Any. Single. One. of these people would have been better qualified. And that includes the clock.


So perhaps it's no surprise that despite repeated proof that Browne has the psychic capabilities of a pile of gall-stones, her career flourished.

All of these things are more psychic than Sylvia Browne


Until recently. As Ronson's Tweet posted above suggests, Browne went a bridge too far in her assessment that Amanda Berry, one of the recently rescued abductees from Cleveland, was dead and 'in water'. An assessment given on national TV - to the girl's mother.



Suddenly, the American media is full of scepticism. (In one clip, ABC charmingly admits 'You can't always believe those psychics'... No. No you can't, can you. What is the world coming to?) Browne has had to take down her Twitter feed and her career looks to be as good as dead.

What confuses me is why it is this particular case that has caused such spectacular damage to her reputation. Amanda Berry is not the first child to turn up alive after Browne has pronounced otherwise, and the opposite has also, sadly, happened on many occasions. But for whatever reason, this particular vulture on the carcass of grief has finally been exposed. Ronson and anyone who has read the article in question must be heaving a sigh of relief. 

Lost at Sea is, like all of Ronson’s books so far, an occasionally disturbing and uncomfortable read. It does, however, grant you incredible access into worlds hidden away from the spotlight, and to characters in major news stories who’s points of view have been ignored by the mainstream media. 

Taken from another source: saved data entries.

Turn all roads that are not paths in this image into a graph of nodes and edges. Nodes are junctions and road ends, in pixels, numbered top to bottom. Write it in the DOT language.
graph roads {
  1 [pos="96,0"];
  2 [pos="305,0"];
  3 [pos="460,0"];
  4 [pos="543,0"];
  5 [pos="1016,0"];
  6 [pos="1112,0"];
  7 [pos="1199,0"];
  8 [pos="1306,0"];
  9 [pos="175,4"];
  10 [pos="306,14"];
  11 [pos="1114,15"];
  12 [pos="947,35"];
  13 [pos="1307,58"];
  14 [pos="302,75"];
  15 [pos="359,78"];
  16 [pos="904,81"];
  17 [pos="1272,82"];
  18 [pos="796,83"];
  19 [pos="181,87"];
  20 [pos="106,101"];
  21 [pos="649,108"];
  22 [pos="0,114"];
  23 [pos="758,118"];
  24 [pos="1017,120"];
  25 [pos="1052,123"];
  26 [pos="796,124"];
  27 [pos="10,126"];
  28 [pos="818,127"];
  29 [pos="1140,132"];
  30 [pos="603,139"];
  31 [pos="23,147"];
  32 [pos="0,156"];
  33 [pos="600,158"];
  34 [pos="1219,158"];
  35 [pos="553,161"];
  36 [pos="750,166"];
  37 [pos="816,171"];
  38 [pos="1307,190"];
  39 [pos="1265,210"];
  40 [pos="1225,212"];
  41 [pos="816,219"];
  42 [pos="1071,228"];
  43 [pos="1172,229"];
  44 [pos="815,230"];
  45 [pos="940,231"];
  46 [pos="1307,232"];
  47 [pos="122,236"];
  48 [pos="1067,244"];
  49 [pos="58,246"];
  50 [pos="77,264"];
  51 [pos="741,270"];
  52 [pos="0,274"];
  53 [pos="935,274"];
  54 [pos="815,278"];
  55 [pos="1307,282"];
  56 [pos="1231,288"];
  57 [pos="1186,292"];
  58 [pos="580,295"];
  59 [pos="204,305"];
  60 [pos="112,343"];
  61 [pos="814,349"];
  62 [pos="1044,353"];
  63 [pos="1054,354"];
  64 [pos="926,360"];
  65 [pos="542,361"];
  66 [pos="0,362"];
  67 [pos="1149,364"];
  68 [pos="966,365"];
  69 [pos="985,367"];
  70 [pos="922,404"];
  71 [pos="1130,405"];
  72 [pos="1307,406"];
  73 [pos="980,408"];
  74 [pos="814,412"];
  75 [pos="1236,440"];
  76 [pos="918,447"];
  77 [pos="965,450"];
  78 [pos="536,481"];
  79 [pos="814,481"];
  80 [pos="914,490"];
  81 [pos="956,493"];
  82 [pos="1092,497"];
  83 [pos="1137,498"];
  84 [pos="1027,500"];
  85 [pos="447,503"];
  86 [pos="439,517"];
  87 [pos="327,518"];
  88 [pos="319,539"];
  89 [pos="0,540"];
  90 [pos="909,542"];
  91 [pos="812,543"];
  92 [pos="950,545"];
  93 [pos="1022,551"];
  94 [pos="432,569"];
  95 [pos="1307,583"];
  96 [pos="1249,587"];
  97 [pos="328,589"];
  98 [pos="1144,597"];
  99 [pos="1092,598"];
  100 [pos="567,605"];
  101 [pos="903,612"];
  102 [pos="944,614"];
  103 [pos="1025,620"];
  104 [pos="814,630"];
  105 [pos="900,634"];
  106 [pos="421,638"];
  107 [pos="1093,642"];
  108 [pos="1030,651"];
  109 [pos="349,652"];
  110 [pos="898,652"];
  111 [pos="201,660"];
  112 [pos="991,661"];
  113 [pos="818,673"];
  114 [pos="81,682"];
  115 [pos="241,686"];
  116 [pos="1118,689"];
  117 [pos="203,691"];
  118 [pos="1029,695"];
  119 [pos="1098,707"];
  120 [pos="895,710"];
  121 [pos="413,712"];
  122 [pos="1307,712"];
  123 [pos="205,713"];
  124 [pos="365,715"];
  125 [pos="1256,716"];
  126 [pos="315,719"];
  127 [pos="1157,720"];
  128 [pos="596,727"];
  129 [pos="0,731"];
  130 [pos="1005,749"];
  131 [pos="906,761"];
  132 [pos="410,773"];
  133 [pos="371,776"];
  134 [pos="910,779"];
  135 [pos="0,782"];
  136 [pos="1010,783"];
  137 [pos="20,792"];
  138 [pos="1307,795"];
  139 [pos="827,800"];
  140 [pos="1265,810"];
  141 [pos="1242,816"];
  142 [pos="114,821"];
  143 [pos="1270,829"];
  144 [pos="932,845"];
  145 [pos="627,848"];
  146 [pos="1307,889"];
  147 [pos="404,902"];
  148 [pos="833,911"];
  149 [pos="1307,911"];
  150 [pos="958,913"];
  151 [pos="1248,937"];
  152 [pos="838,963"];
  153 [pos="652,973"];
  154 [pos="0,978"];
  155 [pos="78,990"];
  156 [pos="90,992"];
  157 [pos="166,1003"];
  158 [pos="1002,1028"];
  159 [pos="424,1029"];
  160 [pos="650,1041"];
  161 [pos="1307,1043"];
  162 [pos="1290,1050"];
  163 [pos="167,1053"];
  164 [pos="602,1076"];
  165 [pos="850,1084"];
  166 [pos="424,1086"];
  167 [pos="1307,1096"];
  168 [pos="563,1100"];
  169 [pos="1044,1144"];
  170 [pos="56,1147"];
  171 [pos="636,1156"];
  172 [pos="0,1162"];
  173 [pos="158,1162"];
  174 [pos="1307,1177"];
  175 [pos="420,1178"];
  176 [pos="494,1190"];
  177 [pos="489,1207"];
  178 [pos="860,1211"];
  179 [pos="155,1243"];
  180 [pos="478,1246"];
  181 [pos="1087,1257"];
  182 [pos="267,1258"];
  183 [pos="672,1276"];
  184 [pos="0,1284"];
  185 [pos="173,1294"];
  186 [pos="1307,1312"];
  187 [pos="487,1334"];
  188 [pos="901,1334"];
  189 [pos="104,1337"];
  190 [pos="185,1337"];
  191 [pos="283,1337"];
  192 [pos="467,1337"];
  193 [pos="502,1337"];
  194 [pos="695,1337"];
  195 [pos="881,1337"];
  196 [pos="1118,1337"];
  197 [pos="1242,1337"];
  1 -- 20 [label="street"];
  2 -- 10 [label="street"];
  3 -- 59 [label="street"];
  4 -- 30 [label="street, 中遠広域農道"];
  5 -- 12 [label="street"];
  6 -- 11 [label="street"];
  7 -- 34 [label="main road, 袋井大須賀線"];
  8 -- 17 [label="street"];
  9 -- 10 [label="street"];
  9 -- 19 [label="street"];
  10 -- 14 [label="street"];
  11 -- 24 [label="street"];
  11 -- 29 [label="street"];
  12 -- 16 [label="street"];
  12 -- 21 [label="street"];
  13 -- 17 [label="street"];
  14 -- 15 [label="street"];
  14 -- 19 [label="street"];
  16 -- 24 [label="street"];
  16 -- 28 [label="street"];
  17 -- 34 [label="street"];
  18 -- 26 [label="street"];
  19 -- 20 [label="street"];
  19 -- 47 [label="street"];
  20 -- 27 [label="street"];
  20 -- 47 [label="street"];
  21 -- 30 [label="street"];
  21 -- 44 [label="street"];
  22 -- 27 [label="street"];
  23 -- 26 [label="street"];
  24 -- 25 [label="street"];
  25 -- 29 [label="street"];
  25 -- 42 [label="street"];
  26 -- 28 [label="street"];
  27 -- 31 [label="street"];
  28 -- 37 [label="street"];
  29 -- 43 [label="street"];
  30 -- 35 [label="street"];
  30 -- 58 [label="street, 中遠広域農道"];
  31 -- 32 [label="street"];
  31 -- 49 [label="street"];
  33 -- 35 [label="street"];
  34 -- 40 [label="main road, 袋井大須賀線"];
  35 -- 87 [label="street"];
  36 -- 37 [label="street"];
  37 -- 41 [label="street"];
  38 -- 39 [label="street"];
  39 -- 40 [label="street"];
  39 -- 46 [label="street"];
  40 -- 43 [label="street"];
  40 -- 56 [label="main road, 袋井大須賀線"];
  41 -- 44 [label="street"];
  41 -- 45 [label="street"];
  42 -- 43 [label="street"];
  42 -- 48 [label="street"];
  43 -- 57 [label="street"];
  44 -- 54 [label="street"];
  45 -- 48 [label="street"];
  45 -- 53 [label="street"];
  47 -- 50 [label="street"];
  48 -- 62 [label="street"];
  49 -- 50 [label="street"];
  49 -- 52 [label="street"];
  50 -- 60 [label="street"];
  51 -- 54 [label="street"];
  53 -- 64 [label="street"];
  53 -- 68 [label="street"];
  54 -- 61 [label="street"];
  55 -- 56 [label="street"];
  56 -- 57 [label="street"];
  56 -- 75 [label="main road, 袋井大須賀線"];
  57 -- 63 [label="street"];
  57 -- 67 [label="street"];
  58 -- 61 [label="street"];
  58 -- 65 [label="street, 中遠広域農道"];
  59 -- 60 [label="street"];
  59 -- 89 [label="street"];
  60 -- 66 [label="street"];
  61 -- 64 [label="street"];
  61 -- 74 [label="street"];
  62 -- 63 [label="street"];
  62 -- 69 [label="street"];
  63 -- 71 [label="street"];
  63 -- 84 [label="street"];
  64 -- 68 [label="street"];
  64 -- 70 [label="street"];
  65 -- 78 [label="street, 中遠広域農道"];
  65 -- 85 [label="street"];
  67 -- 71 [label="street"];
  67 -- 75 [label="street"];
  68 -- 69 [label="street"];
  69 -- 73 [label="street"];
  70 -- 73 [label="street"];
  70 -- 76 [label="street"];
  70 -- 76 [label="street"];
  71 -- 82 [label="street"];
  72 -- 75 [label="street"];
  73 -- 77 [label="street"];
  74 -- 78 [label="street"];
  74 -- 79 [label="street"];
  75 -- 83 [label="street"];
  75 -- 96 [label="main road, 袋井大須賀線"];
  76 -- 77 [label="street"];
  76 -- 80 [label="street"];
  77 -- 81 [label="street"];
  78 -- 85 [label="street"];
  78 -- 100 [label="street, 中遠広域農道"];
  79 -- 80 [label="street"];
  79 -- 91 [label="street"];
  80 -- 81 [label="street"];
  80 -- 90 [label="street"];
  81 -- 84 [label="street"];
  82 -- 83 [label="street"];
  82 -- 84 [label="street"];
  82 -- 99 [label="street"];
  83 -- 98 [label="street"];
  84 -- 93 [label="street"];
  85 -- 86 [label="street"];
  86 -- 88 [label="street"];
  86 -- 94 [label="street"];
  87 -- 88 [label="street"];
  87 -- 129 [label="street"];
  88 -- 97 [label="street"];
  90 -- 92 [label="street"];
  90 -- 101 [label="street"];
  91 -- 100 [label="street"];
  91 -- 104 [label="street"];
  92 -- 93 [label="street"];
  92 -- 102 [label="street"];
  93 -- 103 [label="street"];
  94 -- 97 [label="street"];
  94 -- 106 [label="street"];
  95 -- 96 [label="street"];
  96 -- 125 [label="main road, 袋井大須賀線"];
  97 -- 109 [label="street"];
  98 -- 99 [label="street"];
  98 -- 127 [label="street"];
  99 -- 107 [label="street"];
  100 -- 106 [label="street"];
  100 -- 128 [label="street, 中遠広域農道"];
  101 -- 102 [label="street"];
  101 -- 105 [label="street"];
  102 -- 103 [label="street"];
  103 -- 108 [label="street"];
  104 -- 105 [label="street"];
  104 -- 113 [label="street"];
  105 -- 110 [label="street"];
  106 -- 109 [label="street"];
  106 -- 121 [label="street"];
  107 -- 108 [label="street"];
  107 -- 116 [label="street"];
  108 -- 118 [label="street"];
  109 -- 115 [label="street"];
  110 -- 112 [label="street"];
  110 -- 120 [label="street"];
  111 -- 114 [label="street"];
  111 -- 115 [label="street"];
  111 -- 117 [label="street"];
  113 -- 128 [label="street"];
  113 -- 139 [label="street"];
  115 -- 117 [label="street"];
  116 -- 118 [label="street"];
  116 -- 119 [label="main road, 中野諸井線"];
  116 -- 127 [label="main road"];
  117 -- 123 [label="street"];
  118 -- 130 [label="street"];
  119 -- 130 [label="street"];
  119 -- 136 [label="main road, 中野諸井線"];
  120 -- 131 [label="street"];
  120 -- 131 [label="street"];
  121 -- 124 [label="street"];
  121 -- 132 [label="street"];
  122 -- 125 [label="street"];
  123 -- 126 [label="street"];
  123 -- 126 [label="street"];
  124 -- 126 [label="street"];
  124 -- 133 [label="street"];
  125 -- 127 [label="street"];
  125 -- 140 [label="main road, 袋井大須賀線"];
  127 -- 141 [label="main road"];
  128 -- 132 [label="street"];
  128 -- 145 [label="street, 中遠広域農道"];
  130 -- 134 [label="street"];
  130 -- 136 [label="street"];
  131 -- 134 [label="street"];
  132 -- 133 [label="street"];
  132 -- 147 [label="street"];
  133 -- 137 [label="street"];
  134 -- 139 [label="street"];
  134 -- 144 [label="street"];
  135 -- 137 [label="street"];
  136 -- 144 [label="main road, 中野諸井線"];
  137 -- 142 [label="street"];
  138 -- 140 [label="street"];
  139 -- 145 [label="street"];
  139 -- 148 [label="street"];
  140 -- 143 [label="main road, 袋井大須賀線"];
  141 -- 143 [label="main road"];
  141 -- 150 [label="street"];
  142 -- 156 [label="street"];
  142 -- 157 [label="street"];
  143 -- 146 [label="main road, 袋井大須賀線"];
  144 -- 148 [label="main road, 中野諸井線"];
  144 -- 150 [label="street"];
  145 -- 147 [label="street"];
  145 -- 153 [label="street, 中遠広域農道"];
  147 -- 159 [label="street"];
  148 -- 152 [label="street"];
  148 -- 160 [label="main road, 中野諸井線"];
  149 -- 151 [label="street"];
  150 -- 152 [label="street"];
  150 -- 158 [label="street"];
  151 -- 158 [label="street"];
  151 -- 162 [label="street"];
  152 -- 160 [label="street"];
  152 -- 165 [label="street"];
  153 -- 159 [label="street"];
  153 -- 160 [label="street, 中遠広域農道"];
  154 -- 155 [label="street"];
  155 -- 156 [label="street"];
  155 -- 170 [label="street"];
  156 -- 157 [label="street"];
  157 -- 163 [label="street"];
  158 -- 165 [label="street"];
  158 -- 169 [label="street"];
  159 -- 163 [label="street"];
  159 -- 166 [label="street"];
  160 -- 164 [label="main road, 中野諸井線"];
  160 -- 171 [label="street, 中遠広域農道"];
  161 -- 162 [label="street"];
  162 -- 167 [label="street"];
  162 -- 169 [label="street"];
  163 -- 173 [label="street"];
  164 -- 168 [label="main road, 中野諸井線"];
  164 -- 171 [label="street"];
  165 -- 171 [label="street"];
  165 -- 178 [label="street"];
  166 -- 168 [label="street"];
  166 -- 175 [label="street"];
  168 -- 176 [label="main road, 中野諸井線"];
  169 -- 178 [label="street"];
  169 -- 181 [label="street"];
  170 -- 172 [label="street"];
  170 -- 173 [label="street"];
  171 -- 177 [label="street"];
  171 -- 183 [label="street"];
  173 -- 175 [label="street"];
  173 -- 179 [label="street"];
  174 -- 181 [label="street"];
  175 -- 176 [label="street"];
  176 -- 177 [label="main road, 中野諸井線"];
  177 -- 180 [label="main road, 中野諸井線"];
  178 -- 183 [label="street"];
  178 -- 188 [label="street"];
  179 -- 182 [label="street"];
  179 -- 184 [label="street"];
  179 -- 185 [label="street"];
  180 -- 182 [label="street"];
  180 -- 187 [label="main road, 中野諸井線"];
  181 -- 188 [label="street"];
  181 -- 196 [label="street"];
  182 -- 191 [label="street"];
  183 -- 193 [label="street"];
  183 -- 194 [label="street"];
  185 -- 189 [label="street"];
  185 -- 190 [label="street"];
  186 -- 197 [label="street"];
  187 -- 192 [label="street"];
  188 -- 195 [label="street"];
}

Above all, however, the draw to Ronson's work is his sense of the ridiculous. Even in a chapter as horrifying and depressing as that devoted to Sylvia Browne, one of the passages that stayed with me is the description of Browne in the cruise ship gift-shop, spotting some of her fans and wheeling away at high speed, suddenly publicity-shy. 

Sylviaaaaa!!!!!!


As a psychic, she should have seen it coming.